# How to: Temporarily turn Frozen Silver (Matte) to Gloss



## gaz_0001 (Dec 29, 2018)

Hi All,

Can anyone help?

I have a frozen Silver BMW E92 M3. 

In my country they have a strange rule where you are not allowed matte or satin finishes, or wraps. This is only for inspection once every 10 years. 
In reality, we are allowed matte cars, they drive all over without a problem. 

So my issue is,my car is going for inspection and they failed it and ordered a full respray. 

Does anyone know of a product that I can apply to the car that will temporarily turn it to a high gloss finish, and afterwards and I can take it off? 

I have no idea if such a product or solution exists, hoping an expert can help me out to save a pointless paint job on a perfect car.

Thanks in advance.


----------



## Jack R (Dec 15, 2014)

What country do you live in? 

The only thing I can think of is either plastic cote spray paint which can be peeled off or maybe a paint protection film might give you the desired effect.


----------



## MBRuss (Apr 29, 2011)

Or a gloss wrap.

Not sure there's a detailing product to do what you want, because it'd essentially be like applying clear coat over the top.

I dunno, maybe a ceramic coating will? Anything that can do it will likely be a ***** to remove though.

Was the car sold to you in your country, or did you import it?

I wonder if you could just become friendly with somebody who does the testing? Exchange a pass for a few beer tokens or something?

Sent from my LYA-L09 using Tapatalk


----------



## gaz_0001 (Dec 29, 2018)

Wraps are out, because they are illegal. Also, because they do not know matte paint is a thing they keep trying to peel it off thinking its a wrap.

I explored the ceramic coating thing. It will give it a bit of shine, but it won't actually come off. It's guaranteed for 2 years, but it will last for 5 years apparently. 

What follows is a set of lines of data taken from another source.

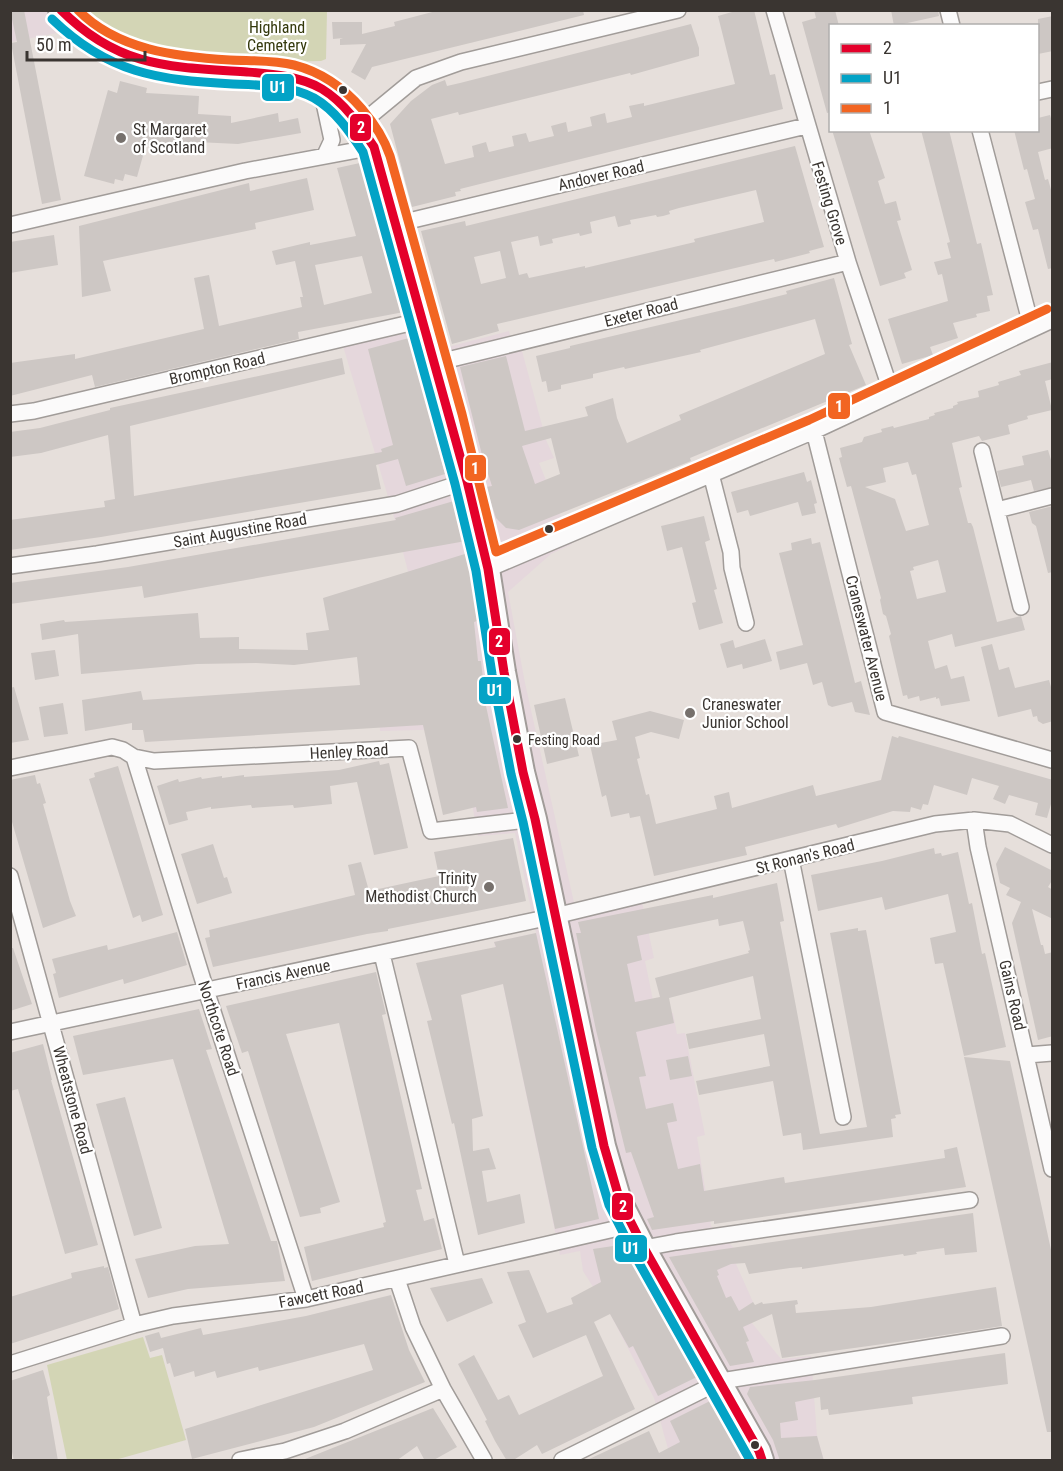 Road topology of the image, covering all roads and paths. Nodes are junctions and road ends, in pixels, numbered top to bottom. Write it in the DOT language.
graph roads {
  1 [pos="60,10"];
  2 [pos="678,10"];
  3 [pos="774,10"];
  4 [pos="321,88"];
  5 [pos="359,125"];
  6 [pos="806,126"];
  7 [pos="981,132"];
  8 [pos="374,147"];
  9 [pos="325,155"];
  10 [pos="396,224"];
  11 [pos="10,225"];
  12 [pos="848,262"];
  13 [pos="423,320"];
  14 [pos="1053,320"];
  15 [pos="1032,330"];
  16 [pos="435,363"];
  17 [pos="892,394"];
  18 [pos="10,414"];
  19 [pos="814,430"];
  20 [pos="982,450"];
  21 [pos="711,474"];
  22 [pos="467,481"];
  23 [pos="1053,496"];
  24 [pos="997,510"];
  25 [pos="10,566"];
  26 [pos="488,569"];
  27 [pos="1021,607"];
  28 [pos="746,623"];
  29 [pos="134,757"];
  30 [pos="1053,760"];
  31 [pos="10,768"];
  32 [pos="535,819"];
  33 [pos="974,820"];
  34 [pos="1053,845"];
  35 [pos="791,859"];
  36 [pos="10,876"];
  37 [pos="555,916"];
  38 [pos="382,954"];
  39 [pos="206,990"];
  40 [pos="52,1023"];
  41 [pos="10,1032"];
  42 [pos="1053,1053"];
  43 [pos="1028,1055"];
  44 [pos="843,1117"];
  45 [pos="1053,1169"];
  46 [pos="970,1200"];
  47 [pos="632,1225"];
  48 [pos="644,1248"];
  49 [pos="457,1264"];
  50 [pos="397,1279"];
  51 [pos="306,1299"];
  52 [pos="134,1325"];
  53 [pos="1002,1336"];
  54 [pos="10,1364"];
  55 [pos="721,1381"];
  56 [pos="443,1389"];
  57 [pos="240,1461"];
  58 [pos="484,1461"];
  59 [pos="562,1461"];
  60 [pos="762,1461"];
  1 -- 4 [label="main road"];
  2 -- 5 [label="street"];
  3 -- 6 [label="street, Festing Grove"];
  4 -- 5 [label="main road"];
  4 -- 9 [label="street"];
  5 -- 8 [label="main road"];
  6 -- 10 [label="street, Andover Road"];
  6 -- 12 [label="street, Festing Grove"];
  7 -- 15 [label="street"];
  8 -- 9 [label="street"];
  8 -- 10 [label="main road"];
  9 -- 11 [label="street"];
  10 -- 13 [label="main road"];
  12 -- 16 [label="street, Exeter Road"];
  12 -- 17 [label="street, Festing Grove"];
  13 -- 16 [label="main road"];
  13 -- 18 [label="street, Brompton Road"];
  14 -- 15 [label="street"];
  15 -- 17 [label="street"];
  16 -- 22 [label="main road"];
  17 -- 19 [label="street"];
  19 -- 21 [label="street"];
  19 -- 30 [label="street, Craneswater Avenue"];
  20 -- 24 [label="street"];
  21 -- 26 [label="street"];
  21 -- 28 [label="street"];
  22 -- 25 [label="street, Saint Augustine Road"];
  22 -- 26 [label="main road"];
  23 -- 24 [label="street"];
  24 -- 27 [label="street"];
  26 -- 32 [label="main road"];
  29 -- 31 [label="street"];
  29 -- 32 [label="street, Henley Road"];
  29 -- 39 [label="street, Northcote Road"];
  32 -- 37 [label="main road"];
  33 -- 34 [label="street, St Ronan's Road"];
  33 -- 35 [label="street, St Ronan's Road"];
  33 -- 43 [label="street, Gains Road"];
  35 -- 37 [label="street, St Ronan's Road"];
  35 -- 44 [label="street"];
  36 -- 40 [label="street, Wheatstone Road"];
  37 -- 38 [label="street, Francis Avenue"];
  37 -- 47 [label="main road"];
  38 -- 39 [label="street, Francis Avenue"];
  38 -- 49 [label="street"];
  39 -- 40 [label="street, Francis Avenue"];
  39 -- 51 [label="street, Northcote Road"];
  40 -- 41 [label="street, Francis Avenue"];
  40 -- 52 [label="street, Wheatstone Road"];
  42 -- 43 [label="street"];
  43 -- 45 [label="street, Gains Road"];
  46 -- 48 [label="street"];
  47 -- 48 [label="main road"];
  47 -- 49 [label="street, Fawcett Road"];
  48 -- 55 [label="main road"];
  49 -- 50 [label="street, Fawcett Road"];
  50 -- 51 [label="street, Fawcett Road"];
  50 -- 56 [label="street"];
  51 -- 52 [label="street, Fawcett Road"];
  52 -- 54 [label="street, Fawcett Road"];
  53 -- 55 [label="street"];
  55 -- 59 [label="street"];
  55 -- 60 [label="main road"];
  56 -- 57 [label="street"];
  56 -- 58 [label="street"];
}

With regards to the "Gift" - I am working on this in parallel, but doesn't seem likely

Is there not like a cheat product like a spray that you use for making customers cars seem super shiny when they collect them from the garage. 
Or a show wax, which with just wear away over a couple of weeks?


----------



## rob267 (Nov 27, 2015)

Right i am prepared to get slaughtered here but why not cover it in a product like wd40 just for the test then give the car a damn good detail after?

Sent from my SM-G920F using Tapatalk


----------



## garage_dweller (Apr 10, 2018)

rob267 said:


> Right i am prepared to get slaughtered here but why not cover it in a product like wd40 just for the test then give the car a damn good detail after?
> 
> Sent from my SM-G920F using Tapatalk


Was about to suggest the same.

Sent from my iPhone using Tapatalk


----------



## Andpopse (Mar 19, 2009)

What about temporary cloning a gloss car ?


----------



## Kerr (Mar 27, 2012)

Andpopse said:


> What about temporary cloning a gloss car ?


If the laws are as strict as not allowing matt or wrapped cars, I wonder what the punishment would be for a proper criminal offence like cloning?

Spraying chemicals on on matt paint also sounds a dangerous game. I also don't imagine Stevie Wonder wouldn't notice the smell and the fact the car will be all greasy to touch.


----------



## DLGWRX02 (Apr 6, 2010)

There's a company https://ngenco.com Don't know where about you are but thehave installers all over the world, it's basically a spray on film, not a wrap it's applied just like paint and you can get it in any colour you like, it can be polished and treated exactly as paint, and then just peeled off. An alternative that you may be able to do yourself https://www.plastidip.co.uk. Just have a look to see if there are any suppliers in your country.


----------